Regulation of phospholipase D2:: Selective inhibition of mammalian phospholipase D isoenzymes by α- and β-synucleins

Two widely expressed mammalian phosphatidylcholine (PC)-specific phospholipases D (PLD), PLD1 and PLD2, have been identified. Recombinantly expressed PLD2 has high basal activity and is insensitive to GTP-binding protein activators of PLD1 [Colley, W. C., et al. (1997) Curr. Biol. 7, 191-201]. To investigate the regulation of PLD2 we isolated PLD2, from mouse brain by immunoaffinity chromatography. The native and recombinant proteins have indistinguishable properties: PLD2 is potently activated by phosphoinositides with a vicinal 4,5-phosphate pair but is not stimulated by guanosine 5'-O-(3-thio triphosphate)-activated ADP-ribosylation factor-1, Rho family GTP-binding proteins, or protein kinases C-alpha, or -beta(1). We used recombinant PLD2 in a reconstitution assay to search for regulators in cell and tissue extracts. Bovine brain contains a heat-stable protein factor that inhibits PLD2 activity in vitro. This factor was purified to homogeneity and identified as a mixture of alpha- and beta-synucleins by microsequencing and Western blotting.

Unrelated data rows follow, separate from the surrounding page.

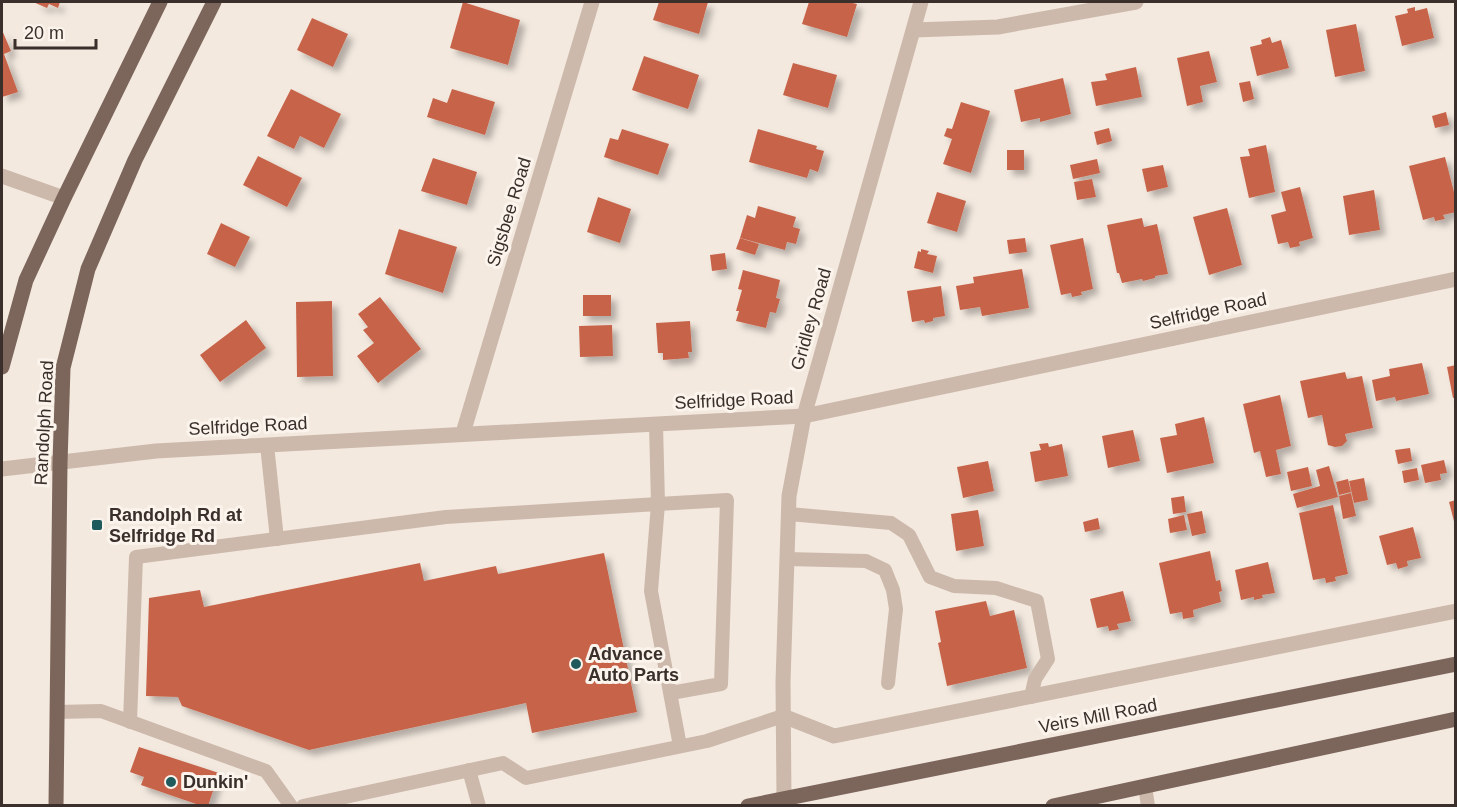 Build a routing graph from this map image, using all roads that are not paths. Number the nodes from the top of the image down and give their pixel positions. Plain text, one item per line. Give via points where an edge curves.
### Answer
1 (160, 2) edge
2 (214, 2) edge
3 (592, 2) edge
4 (921, 2) edge
5 (1136, 2) edge
6 (914, 30) junction
7 (2, 176) edge
8 (64, 198) junction
9 (1455, 279) edge
10 (2, 367) edge
11 (804, 416) junction
12 (656, 424) junction
13 (463, 433) junction
14 (267, 445) junction
15 (60, 463) junction
16 (2, 469) edge
17 (658, 504) junction
18 (789, 514) junction
19 (277, 539) junction
20 (787, 559) junction
21 (1455, 611) edge
22 (1455, 664) edge
23 (888, 683) dead end
24 (670, 693) junction
25 (1031, 697) junction
26 (57, 712) junction
27 (783, 716) junction
28 (1455, 719) edge
29 (130, 722) junction
30 (680, 746) junction
31 (470, 770) junction
32 (1145, 786) junction
33 (782, 803) edge
34 (56, 806) edge
35 (291, 806) edge
36 (303, 806) edge
37 (479, 806) edge
38 (748, 806) edge
39 (1053, 806) edge
40 (1148, 806) edge

1 - 8 main road
2 - 15 main road, Randolph Road via 135,160 88,269 63,368
3 - 13 street, Sigsbee Road
4 - 6 street, Gridley Road
5 - 6 street via 998,27
6 - 11 street, Gridley Road
7 - 8 street
8 - 10 main road via 26,280
9 - 11 street, Selfridge Road
11 - 12 street, Selfridge Road
11 - 18 street, Gridley Road
12 - 13 street, Selfridge Road
12 - 17 lane
13 - 14 street, Selfridge Road
14 - 15 street, Selfridge Road via 156,451
14 - 19 lane
15 - 16 street, Selfridge Road
15 - 26 main road, Randolph Road
17 - 19 lane via 446,517
17 - 24 lane via 651,591
17 - 24 lane via 727,500 721,684
18 - 20 street, Gridley Road
18 - 25 lane via 891,523 909,535 930,577 954,586 996,588 1037,601 1048,659 1035,679
19 - 29 lane via 136,557
20 - 23 lane via 866,561 885,570 896,609
20 - 27 street, Gridley Road
21 - 25 street
22 - 33 main road, Veirs Mill Road
24 - 30 lane
25 - 27 street via 834,736
26 - 29 lane via 101,711
26 - 34 main road, Randolph Road
27 - 30 lane
27 - 33 street, Gridley Road
28 - 32 main road
29 - 35 lane via 266,771
30 - 31 lane via 526,778 503,763
31 - 36 lane
31 - 37 lane
32 - 39 main road
32 - 40 lane
33 - 38 main road, Veirs Mill Road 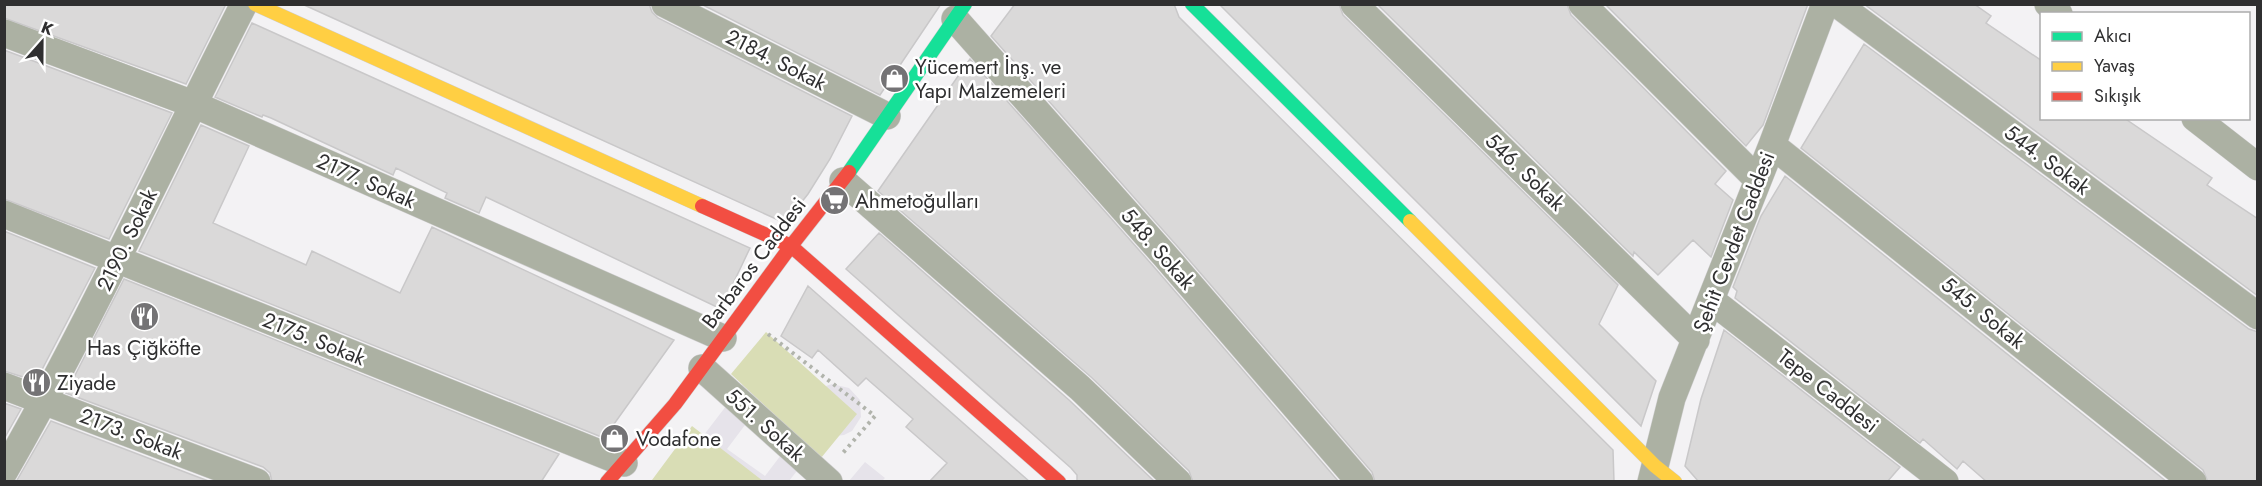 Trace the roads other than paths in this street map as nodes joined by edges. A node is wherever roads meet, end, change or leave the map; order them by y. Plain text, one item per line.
1 (244, 4) edge
2 (255, 4) edge
3 (665, 4) edge
4 (1192, 4) edge
5 (1354, 4) edge
6 (1582, 4) edge
7 (1825, 4) edge
8 (1838, 4) edge
9 (960, 12) edge
10 (4, 33) edge
11 (193, 104) junction
12 (887, 116) junction
13 (2198, 120) edge
14 (1772, 145) junction
15 (2258, 167) edge
16 (1758, 180) junction
17 (843, 181) junction
18 (4, 214) edge
19 (791, 246) junction
20 (118, 260) junction
21 (1712, 300) junction
22 (2258, 316) edge
23 (723, 338) junction
24 (1696, 340) junction
25 (702, 368) junction
26 (4, 386) edge
27 (45, 401) junction
28 (833, 470) edge
29 (4, 472) edge
30 (1661, 476) edge
31 (612, 477) edge
32 (257, 482) edge
33 (1059, 482) edge
34 (1179, 482) edge
35 (1360, 482) edge
36 (1945, 482) edge
37 (2193, 482) edge

1 - 11 street, 2190. Sokak
2 - 19 street
3 - 12 street, 2184. Sokak
4 - 30 street
5 - 24 street, 546. Sokak
6 - 16 street
7 - 14 street, Şehit Cevdet Caddesi
8 - 22 street, 544. Sokak
9 - 12 street, Barbaros Caddesi
9 - 35 street, 548. Sokak
10 - 11 street, 2177. Sokak
11 - 20 street, 2190. Sokak
11 - 23 street, 2177. Sokak
12 - 17 street, Barbaros Caddesi
13 - 15 street
14 - 16 street, Şehit Cevdet Caddesi
14 - 37 street, 545. Sokak
16 - 21 street, Şehit Cevdet Caddesi
17 - 19 street, Barbaros Caddesi
17 - 34 street
18 - 20 street, 2175. Sokak
19 - 23 street, Barbaros Caddesi
19 - 33 street
20 - 27 street, 2190. Sokak
20 - 31 street, 2175. Sokak
21 - 24 street, Şehit Cevdet Caddesi
21 - 36 street, Tepe Caddesi
23 - 25 street, Barbaros Caddesi
24 - 30 street, Şehit Cevdet Caddesi
25 - 28 street, 551. Sokak
25 - 31 street, Barbaros Caddesi
26 - 27 street, 2173. Sokak
27 - 29 street, 2190. Sokak
27 - 32 street, 2173. Sokak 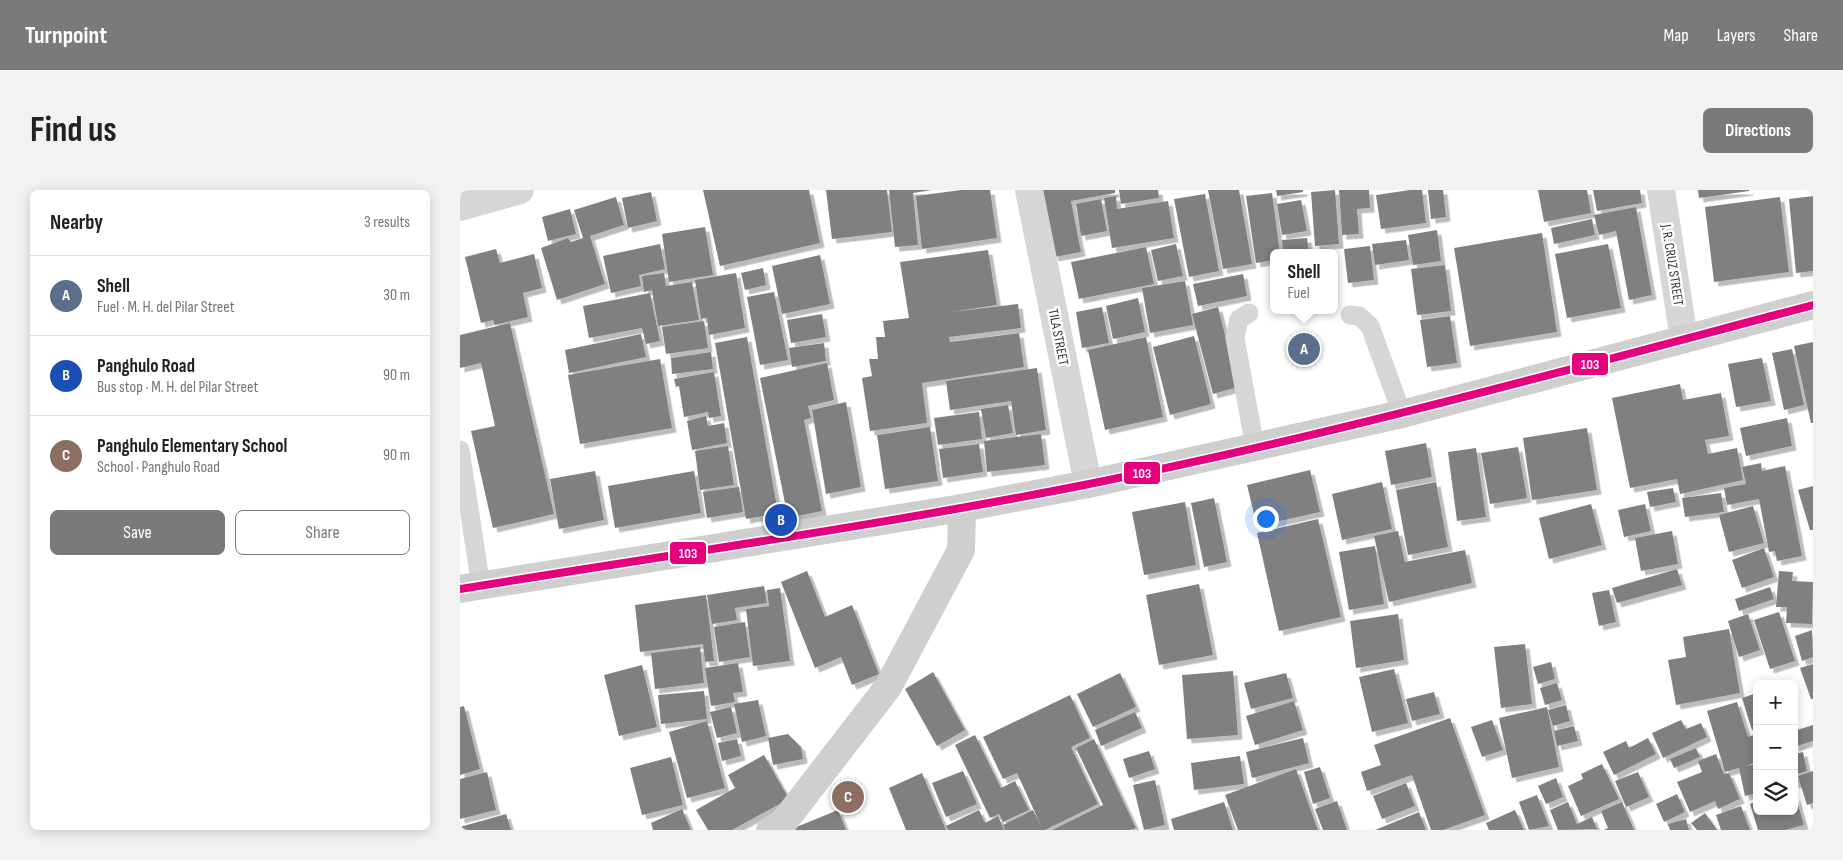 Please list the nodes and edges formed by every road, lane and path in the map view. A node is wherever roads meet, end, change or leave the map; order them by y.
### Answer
1 (520, 190) edge
2 (1029, 190) edge
3 (1661, 190) edge
4 (460, 207) edge
5 (1813, 305) edge
6 (1249, 313) dead end
7 (1350, 314) dead end
8 (1684, 339) junction
9 (1402, 414) junction
10 (1255, 447) junction
11 (460, 450) edge
12 (1088, 484) junction
13 (962, 508) junction
14 (471, 587) edge
15 (770, 830) edge

1 - 4 street
2 - 12 street, TILA STREET
3 - 8 street, J. R. CRUZ STREET
5 - 8 main road
6 - 10 lane
7 - 9 lane
8 - 9 main road
9 - 10 main road
10 - 12 main road
11 - 14 lane
12 - 13 main road
13 - 14 main road
13 - 15 main road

Recombinantly expressed alpha- and beta-synucleins inhibit PLD2 activity in vitro (K-0.5 10 nM). Inhibition is not overcome by the protein or lipid activators of PLD1. Synucleins have been implicated in Parkinson's and Alzheimer's diseases. Our findings suggest that inhibition of PLD2 may be a function of synucleins. Modulation of PLD2 activity by synucleins may play a role in some aspects of the pathophysiologies that characterize these neurodegenerative diseases.